▶ _Assignment_: Repeat exactly each line of the data provided below.

▶ _Data in this exercise_:
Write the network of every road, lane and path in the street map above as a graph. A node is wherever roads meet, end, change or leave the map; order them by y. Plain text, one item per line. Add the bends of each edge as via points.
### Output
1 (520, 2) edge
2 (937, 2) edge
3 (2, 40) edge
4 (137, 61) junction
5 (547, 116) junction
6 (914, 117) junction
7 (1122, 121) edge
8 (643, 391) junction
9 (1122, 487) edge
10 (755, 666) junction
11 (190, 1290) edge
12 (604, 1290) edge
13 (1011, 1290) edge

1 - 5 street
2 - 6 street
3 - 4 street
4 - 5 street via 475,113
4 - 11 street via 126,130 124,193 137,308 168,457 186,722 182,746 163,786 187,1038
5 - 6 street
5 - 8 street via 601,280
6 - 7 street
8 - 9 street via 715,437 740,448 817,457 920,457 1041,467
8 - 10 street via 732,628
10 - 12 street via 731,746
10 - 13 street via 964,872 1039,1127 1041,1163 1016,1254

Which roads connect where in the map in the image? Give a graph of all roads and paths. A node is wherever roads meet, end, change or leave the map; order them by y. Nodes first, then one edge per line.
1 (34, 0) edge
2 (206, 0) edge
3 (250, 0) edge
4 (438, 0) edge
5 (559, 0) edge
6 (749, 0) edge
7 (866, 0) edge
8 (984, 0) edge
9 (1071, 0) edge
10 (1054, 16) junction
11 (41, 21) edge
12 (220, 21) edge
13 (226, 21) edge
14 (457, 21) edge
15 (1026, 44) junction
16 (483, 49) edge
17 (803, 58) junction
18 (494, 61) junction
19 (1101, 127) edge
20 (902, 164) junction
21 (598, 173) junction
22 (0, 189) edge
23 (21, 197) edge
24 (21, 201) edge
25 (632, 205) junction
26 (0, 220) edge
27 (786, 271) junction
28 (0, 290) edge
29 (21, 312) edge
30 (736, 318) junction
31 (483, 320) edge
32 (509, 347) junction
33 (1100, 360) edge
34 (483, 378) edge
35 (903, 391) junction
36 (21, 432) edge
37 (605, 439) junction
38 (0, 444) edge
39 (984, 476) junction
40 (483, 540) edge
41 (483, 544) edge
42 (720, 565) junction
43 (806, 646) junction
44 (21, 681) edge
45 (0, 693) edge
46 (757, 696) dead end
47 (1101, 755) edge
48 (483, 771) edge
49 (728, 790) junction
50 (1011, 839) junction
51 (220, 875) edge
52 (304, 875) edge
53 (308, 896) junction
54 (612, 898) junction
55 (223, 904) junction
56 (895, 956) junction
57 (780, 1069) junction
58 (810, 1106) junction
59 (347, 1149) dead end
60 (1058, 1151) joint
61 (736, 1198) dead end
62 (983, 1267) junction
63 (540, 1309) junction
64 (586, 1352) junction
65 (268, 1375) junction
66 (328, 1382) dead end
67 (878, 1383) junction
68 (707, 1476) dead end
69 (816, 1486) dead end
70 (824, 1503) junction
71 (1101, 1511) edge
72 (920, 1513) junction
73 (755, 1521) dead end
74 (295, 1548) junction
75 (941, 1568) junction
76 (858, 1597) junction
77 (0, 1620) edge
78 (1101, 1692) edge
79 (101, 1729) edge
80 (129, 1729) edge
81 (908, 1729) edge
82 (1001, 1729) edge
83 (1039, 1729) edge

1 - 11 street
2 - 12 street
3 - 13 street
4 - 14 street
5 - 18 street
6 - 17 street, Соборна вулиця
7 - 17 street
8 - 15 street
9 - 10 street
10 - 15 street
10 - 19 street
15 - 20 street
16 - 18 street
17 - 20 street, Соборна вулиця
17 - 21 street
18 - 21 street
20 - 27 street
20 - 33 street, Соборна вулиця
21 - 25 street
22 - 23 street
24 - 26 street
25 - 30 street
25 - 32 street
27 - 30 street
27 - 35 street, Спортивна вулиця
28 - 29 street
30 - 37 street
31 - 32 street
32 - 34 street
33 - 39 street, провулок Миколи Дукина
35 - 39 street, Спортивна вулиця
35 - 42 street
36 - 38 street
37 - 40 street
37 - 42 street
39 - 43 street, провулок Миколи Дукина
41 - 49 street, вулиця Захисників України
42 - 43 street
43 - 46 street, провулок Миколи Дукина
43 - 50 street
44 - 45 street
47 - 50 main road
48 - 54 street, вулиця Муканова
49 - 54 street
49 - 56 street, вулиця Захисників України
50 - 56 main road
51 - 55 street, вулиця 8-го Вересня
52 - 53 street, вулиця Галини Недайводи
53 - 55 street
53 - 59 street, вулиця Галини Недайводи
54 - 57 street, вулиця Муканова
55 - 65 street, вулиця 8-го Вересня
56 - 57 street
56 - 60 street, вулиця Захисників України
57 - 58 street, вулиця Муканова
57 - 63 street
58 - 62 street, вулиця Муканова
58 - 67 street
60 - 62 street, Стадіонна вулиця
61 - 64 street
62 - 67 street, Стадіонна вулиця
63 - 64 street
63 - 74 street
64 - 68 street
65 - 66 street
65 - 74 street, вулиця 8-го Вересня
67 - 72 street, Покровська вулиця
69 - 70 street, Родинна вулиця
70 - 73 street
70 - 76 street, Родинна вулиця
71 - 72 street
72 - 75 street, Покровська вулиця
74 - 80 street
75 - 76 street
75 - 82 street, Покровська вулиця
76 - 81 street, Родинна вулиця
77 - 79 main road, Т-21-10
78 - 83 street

▶ _Completed task_:
Write the network of every road, lane and path in the street map above as a graph. A node is wherever roads meet, end, change or leave the map; order them by y. Plain text, one item per line. Add the bends of each edge as via points.
### Output
1 (520, 2) edge
2 (937, 2) edge
3 (2, 40) edge
4 (137, 61) junction
5 (547, 116) junction
6 (914, 117) junction
7 (1122, 121) edge
8 (643, 391) junction
9 (1122, 487) edge
10 (755, 666) junction
11 (190, 1290) edge
12 (604, 1290) edge
13 (1011, 1290) edge

1 - 5 street
2 - 6 street
3 - 4 street
4 - 5 street via 475,113
4 - 11 street via 126,130 124,193 137,308 168,457 186,722 182,746 163,786 187,1038
5 - 6 street
5 - 8 street via 601,280
6 - 7 street
8 - 9 street via 715,437 740,448 817,457 920,457 1041,467
8 - 10 street via 732,628
10 - 12 street via 731,746
10 - 13 street via 964,872 1039,1127 1041,1163 1016,1254

Which roads connect where in the map in the image? Give a graph of all roads and paths. A node is wherever roads meet, end, change or leave the map; order them by y. Nodes first, then one edge per line.
1 (34, 0) edge
2 (206, 0) edge
3 (250, 0) edge
4 (438, 0) edge
5 (559, 0) edge
6 (749, 0) edge
7 (866, 0) edge
8 (984, 0) edge
9 (1071, 0) edge
10 (1054, 16) junction
11 (41, 21) edge
12 (220, 21) edge
13 (226, 21) edge
14 (457, 21) edge
15 (1026, 44) junction
16 (483, 49) edge
17 (803, 58) junction
18 (494, 61) junction
19 (1101, 127) edge
20 (902, 164) junction
21 (598, 173) junction
22 (0, 189) edge
23 (21, 197) edge
24 (21, 201) edge
25 (632, 205) junction
26 (0, 220) edge
27 (786, 271) junction
28 (0, 290) edge
29 (21, 312) edge
30 (736, 318) junction
31 (483, 320) edge
32 (509, 347) junction
33 (1100, 360) edge
34 (483, 378) edge
35 (903, 391) junction
36 (21, 432) edge
37 (605, 439) junction
38 (0, 444) edge
39 (984, 476) junction
40 (483, 540) edge
41 (483, 544) edge
42 (720, 565) junction
43 (806, 646) junction
44 (21, 681) edge
45 (0, 693) edge
46 (757, 696) dead end
47 (1101, 755) edge
48 (483, 771) edge
49 (728, 790) junction
50 (1011, 839) junction
51 (220, 875) edge
52 (304, 875) edge
53 (308, 896) junction
54 (612, 898) junction
55 (223, 904) junction
56 (895, 956) junction
57 (780, 1069) junction
58 (810, 1106) junction
59 (347, 1149) dead end
60 (1058, 1151) joint
61 (736, 1198) dead end
62 (983, 1267) junction
63 (540, 1309) junction
64 (586, 1352) junction
65 (268, 1375) junction
66 (328, 1382) dead end
67 (878, 1383) junction
68 (707, 1476) dead end
69 (816, 1486) dead end
70 (824, 1503) junction
71 (1101, 1511) edge
72 (920, 1513) junction
73 (755, 1521) dead end
74 (295, 1548) junction
75 (941, 1568) junction
76 (858, 1597) junction
77 (0, 1620) edge
78 (1101, 1692) edge
79 (101, 1729) edge
80 (129, 1729) edge
81 (908, 1729) edge
82 (1001, 1729) edge
83 (1039, 1729) edge

1 - 11 street
2 - 12 street
3 - 13 street
4 - 14 street
5 - 18 street
6 - 17 street, Соборна вулиця
7 - 17 street
8 - 15 street
9 - 10 street
10 - 15 street
10 - 19 street
15 - 20 street
16 - 18 street
17 - 20 street, Соборна вулиця
17 - 21 street
18 - 21 street
20 - 27 street
20 - 33 street, Соборна вулиця
21 - 25 street
22 - 23 street
24 - 26 street
25 - 30 street
25 - 32 street
27 - 30 street
27 - 35 street, Спортивна вулиця
28 - 29 street
30 - 37 street
31 - 32 street
32 - 34 street
33 - 39 street, провулок Миколи Дукина
35 - 39 street, Спортивна вулиця
35 - 42 street
36 - 38 street
37 - 40 street
37 - 42 street
39 - 43 street, провулок Миколи Дукина
41 - 49 street, вулиця Захисників України
42 - 43 street
43 - 46 street, провулок Миколи Дукина
43 - 50 street
44 - 45 street
47 - 50 main road
48 - 54 street, вулиця Муканова
49 - 54 street
49 - 56 street, вулиця Захисників України
50 - 56 main road
51 - 55 street, вулиця 8-го Вересня
52 - 53 street, вулиця Галини Недайводи
53 - 55 street
53 - 59 street, вулиця Галини Недайводи
54 - 57 street, вулиця Муканова
55 - 65 street, вулиця 8-го Вересня
56 - 57 street
56 - 60 street, вулиця Захисників України
57 - 58 street, вулиця Муканова
57 - 63 street
58 - 62 street, вулиця Муканова
58 - 67 street
60 - 62 street, Стадіонна вулиця
61 - 64 street
62 - 67 street, Стадіонна вулиця
63 - 64 street
63 - 74 street
64 - 68 street
65 - 66 street
65 - 74 street, вулиця 8-го Вересня
67 - 72 street, Покровська вулиця
69 - 70 street, Родинна вулиця
70 - 73 street
70 - 76 street, Родинна вулиця
71 - 72 street
72 - 75 street, Покровська вулиця
74 - 80 street
75 - 76 street
75 - 82 street, Покровська вулиця
76 - 81 street, Родинна вулиця
77 - 79 main road, Т-21-10
78 - 83 street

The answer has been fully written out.